Rennie Scaysbrook | July 15, 2017
Rennie heads back to bury his demons and confront one of the biggest challenges in racing at the 2017 Pikes Peak International Hill Climb.
Pink Floyd’s seminal track “Wish You Were Here” was written as an ode from Roger Waters and David Gilmour to former band member Syd Barrett, a man whose life was ruined by the schizophrenic effects of LSD.
It’s a song about detachment from reality, that no man’s land Barrett found himself in after years of substance abuse. Yet for me personally, the song has a different meaning, thanks to its appearance in the MotoGP film, “Hitting The Apex.”
The 1975 Wish You Were Here album cover was the theme for Valentino Rossi’s helmet at the 2013 San Marino MotoGP, the scene where he pays tribute to fallen comrade and close friend, Marco Simoncelli.
Click here to read this in the Cycle News Digital Edition Magazine.
Photography by Larry Chen
In the film, the iconic song accompanies footage of Rossi and Simoncelli racing, laughing and playing around together—memories of a distant time. And as I enter the toll gates at the beginning of the Pikes Peak Mountain on the pre-race set-up day, the radio DJ drops “Wish You Were Here,” it plays out from the KTM Mercedes Sprinter van’s speakers, and I think of the fateful Mr. Simoncelli.

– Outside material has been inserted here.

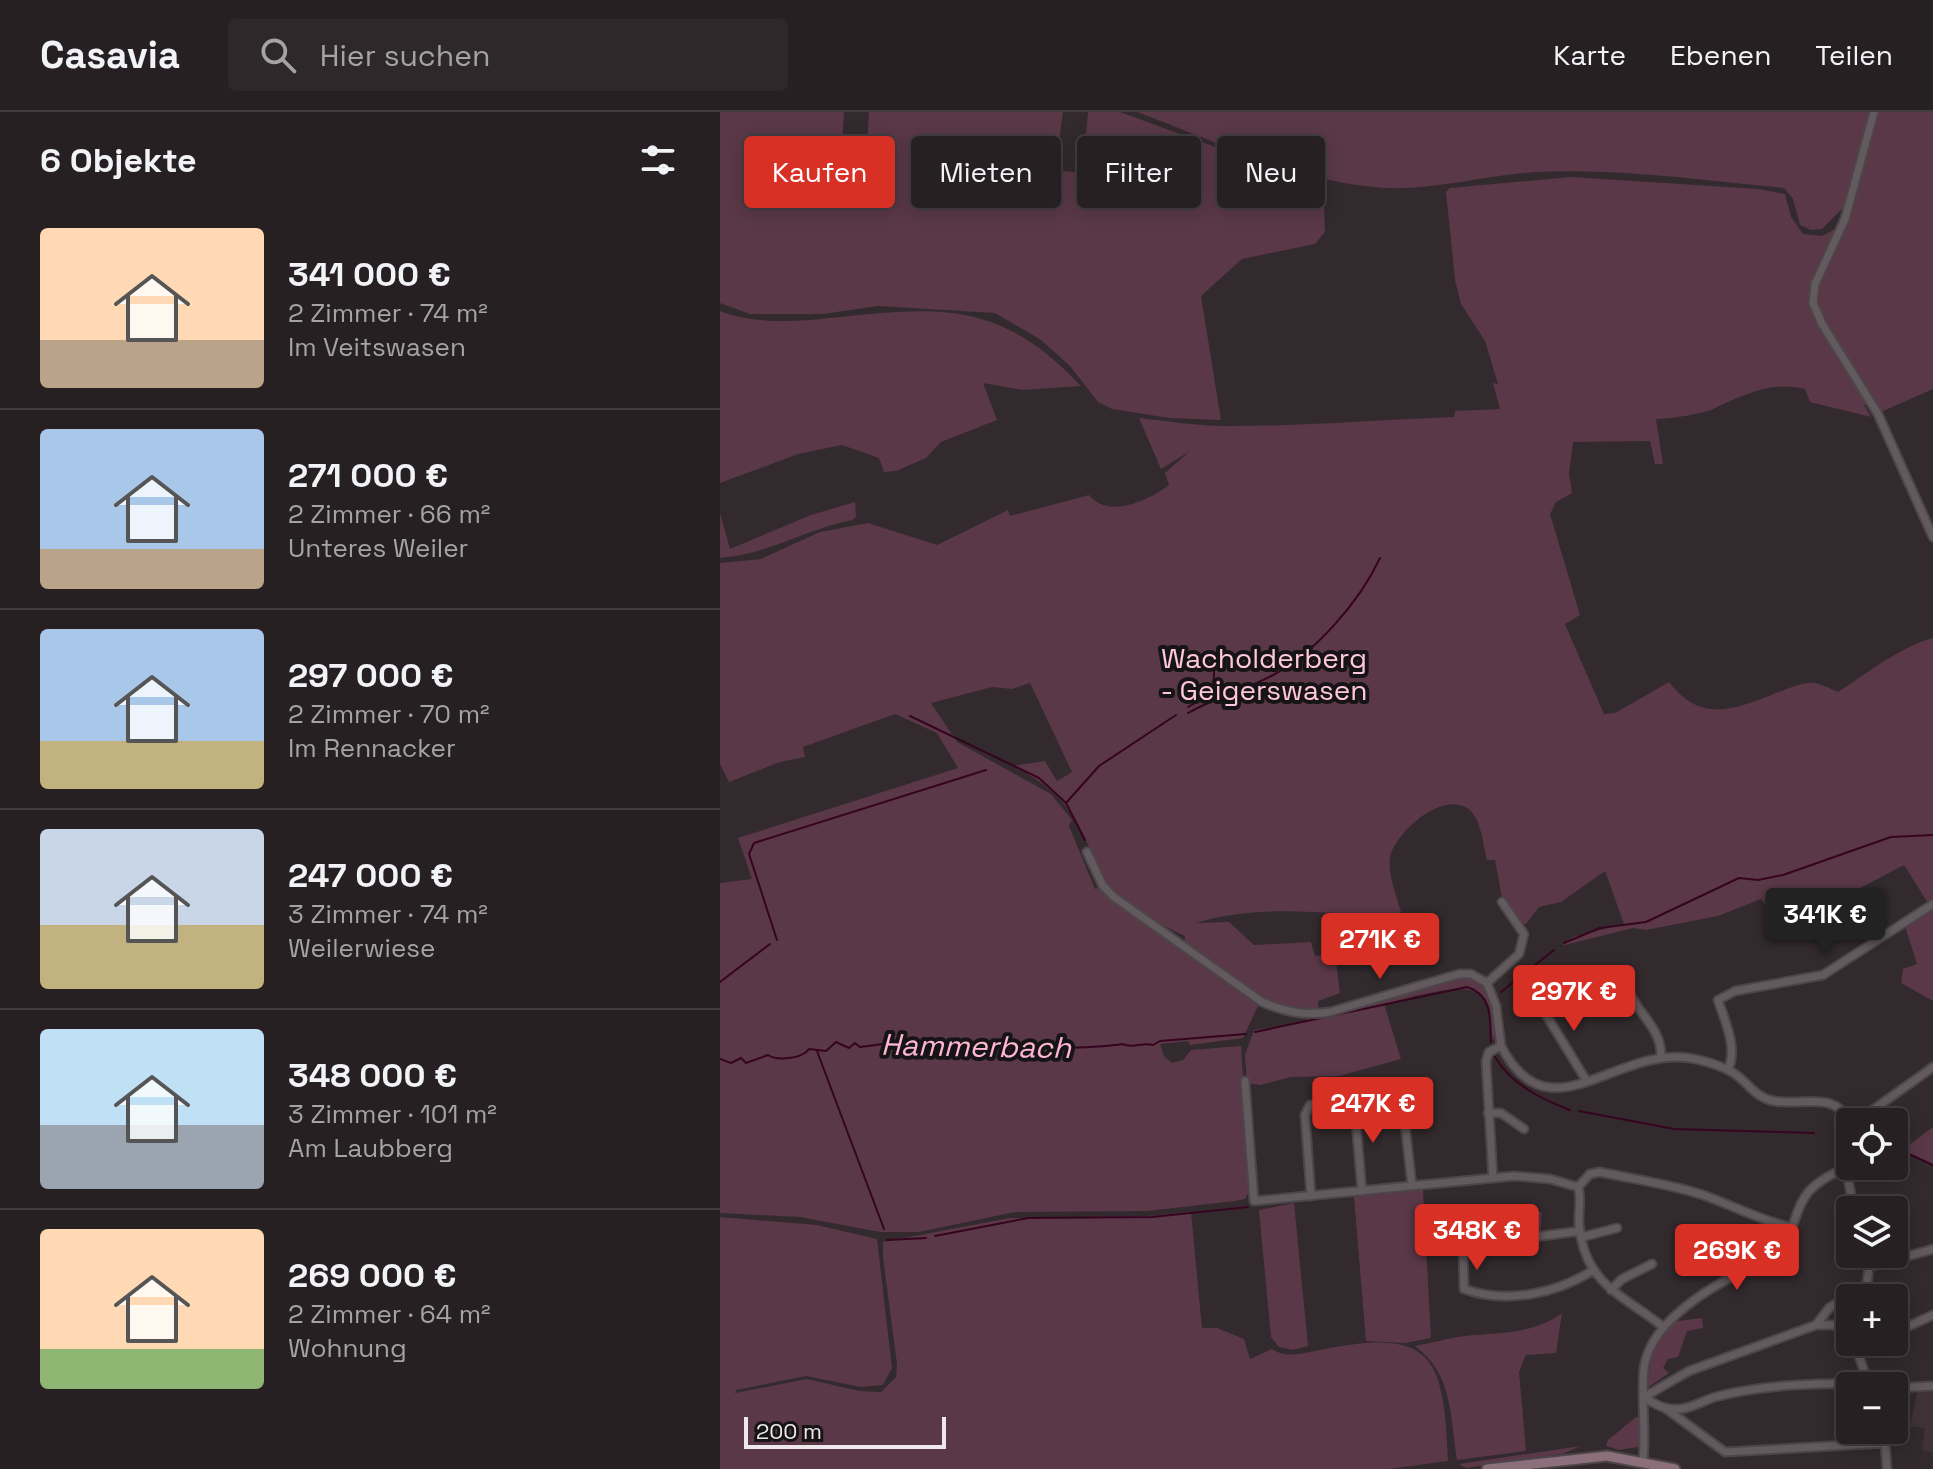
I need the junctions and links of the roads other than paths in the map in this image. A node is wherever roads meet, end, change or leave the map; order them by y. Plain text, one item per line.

I’m not a sentimental person. I’m not religious. I don’t believe fate is a path mapped out by a higher power. What I believe in is work, preparation and my own abilities. And for my second year at the world’s biggest and most dangerous hill climb event, I knew I was ready for the job at hand.

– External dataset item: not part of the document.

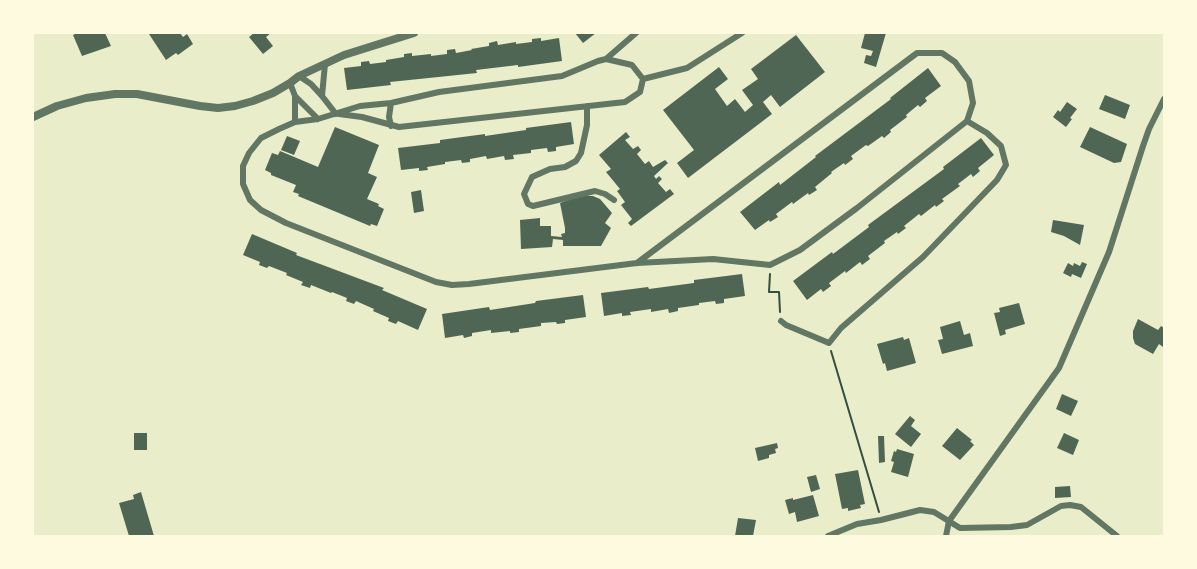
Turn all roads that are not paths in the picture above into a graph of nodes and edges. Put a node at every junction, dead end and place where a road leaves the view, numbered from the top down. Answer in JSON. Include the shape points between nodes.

As Roland Sands says, “F— Luck. Be Prepared. Ride Hard.”
I know when I’m taking risks. And make no mistake: racing at the Pikes Peak International Hill Climb represents the taking of a substantial risk. Pikes Peak is an event totally unique to world motorsports. Its cliffs and boulders and trees and bumps are totally removed from the sanitized reality of MotoAmerica or MotoGP.
Perhaps “Wish You Were Here” was more relevant than I gave it credit for.
A new year
I had wrongs to right after the 2016 Pikes Peak International Hill Climb. That year I choked, plain and simple, and I wanted to do this event properly so I could sleep at night and look myself in the mirror of a morning without getting anxiety chills down my spine.
The second I crossed the finish line in 2016 I began planning a return to America’s Mountain. Thankfully, KTM North America was on board with the idea of racing again but this time, I’d have a teammate. Call it extra insurance for a dearly wanted victory for Austria.
My teammate would be Chris Fillmore, a gentleman if ever there was once but an absolute beast when the visor is clipped down. Fillmore and I are no stranger to each other, having become firm friends thanks to not just our love of the Super Duke but also our close geographical location to each other in Southern California. He helped me tremendously with the 2016 project, and fancied a crack at the mountain himself.
This year, we had two brand new, 2017 KTM 1290 Super Duke R machines at our disposal. The best machine you can buy for the mountain, the Super Duke has bucket loads of torque and a chassis that does what you want, when you want. And when combined with the new electronics package for 2017, I knew the only people who were going to beat us were ourselves.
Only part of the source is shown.